# How to complete this task
Copy out the data below verbatim.

# Given entries
= = = = = = =
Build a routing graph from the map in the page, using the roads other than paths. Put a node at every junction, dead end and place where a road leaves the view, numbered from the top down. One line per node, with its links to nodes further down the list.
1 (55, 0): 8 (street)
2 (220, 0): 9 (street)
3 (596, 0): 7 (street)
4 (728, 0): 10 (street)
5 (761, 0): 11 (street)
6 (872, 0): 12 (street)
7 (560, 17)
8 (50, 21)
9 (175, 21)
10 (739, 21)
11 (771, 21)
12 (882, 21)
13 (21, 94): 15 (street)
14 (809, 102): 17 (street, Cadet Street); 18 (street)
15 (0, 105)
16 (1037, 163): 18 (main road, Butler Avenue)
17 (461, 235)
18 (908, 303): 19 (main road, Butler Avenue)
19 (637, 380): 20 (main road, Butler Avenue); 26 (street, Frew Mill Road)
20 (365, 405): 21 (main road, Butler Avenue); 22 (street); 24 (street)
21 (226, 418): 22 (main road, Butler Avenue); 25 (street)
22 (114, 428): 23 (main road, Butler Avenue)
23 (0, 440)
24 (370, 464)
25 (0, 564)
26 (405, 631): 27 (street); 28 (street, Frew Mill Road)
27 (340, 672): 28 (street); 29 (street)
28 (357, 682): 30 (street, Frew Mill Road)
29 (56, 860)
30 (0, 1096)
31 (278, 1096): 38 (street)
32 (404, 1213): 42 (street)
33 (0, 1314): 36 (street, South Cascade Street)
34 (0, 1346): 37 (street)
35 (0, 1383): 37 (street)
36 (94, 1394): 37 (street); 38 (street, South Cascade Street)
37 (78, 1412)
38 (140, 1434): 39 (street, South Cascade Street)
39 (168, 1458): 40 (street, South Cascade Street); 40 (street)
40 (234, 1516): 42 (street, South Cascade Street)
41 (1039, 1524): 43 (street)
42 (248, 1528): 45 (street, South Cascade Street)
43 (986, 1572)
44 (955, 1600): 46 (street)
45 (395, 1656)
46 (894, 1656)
= = = = = = =
# Output below
Build a routing graph from the map in the page, using the roads other than paths. Put a node at every junction, dead end and place where a road leaves the view, numbered from the top down. One line per node, with its links to nodes further down the list.
1 (55, 0): 8 (street)
2 (220, 0): 9 (street)
3 (596, 0): 7 (street)
4 (728, 0): 10 (street)
5 (761, 0): 11 (street)
6 (872, 0): 12 (street)
7 (560, 17)
8 (50, 21)
9 (175, 21)
10 (739, 21)
11 (771, 21)
12 (882, 21)
13 (21, 94): 15 (street)
14 (809, 102): 17 (street, Cadet Street); 18 (street)
15 (0, 105)
16 (1037, 163): 18 (main road, Butler Avenue)
17 (461, 235)
18 (908, 303): 19 (main road, Butler Avenue)
19 (637, 380): 20 (main road, Butler Avenue); 26 (street, Frew Mill Road)
20 (365, 405): 21 (main road, Butler Avenue); 22 (street); 24 (street)
21 (226, 418): 22 (main road, Butler Avenue); 25 (street)
22 (114, 428): 23 (main road, Butler Avenue)
23 (0, 440)
24 (370, 464)
25 (0, 564)
26 (405, 631): 27 (street); 28 (street, Frew Mill Road)
27 (340, 672): 28 (street); 29 (street)
28 (357, 682): 30 (street, Frew Mill Road)
29 (56, 860)
30 (0, 1096)
31 (278, 1096): 38 (street)
32 (404, 1213): 42 (street)
33 (0, 1314): 36 (street, South Cascade Street)
34 (0, 1346): 37 (street)
35 (0, 1383): 37 (street)
36 (94, 1394): 37 (street); 38 (street, South Cascade Street)
37 (78, 1412)
38 (140, 1434): 39 (street, South Cascade Street)
39 (168, 1458): 40 (street, South Cascade Street); 40 (street)
40 (234, 1516): 42 (street, South Cascade Street)
41 (1039, 1524): 43 (street)
42 (248, 1528): 45 (street, South Cascade Street)
43 (986, 1572)
44 (955, 1600): 46 (street)
45 (395, 1656)
46 (894, 1656)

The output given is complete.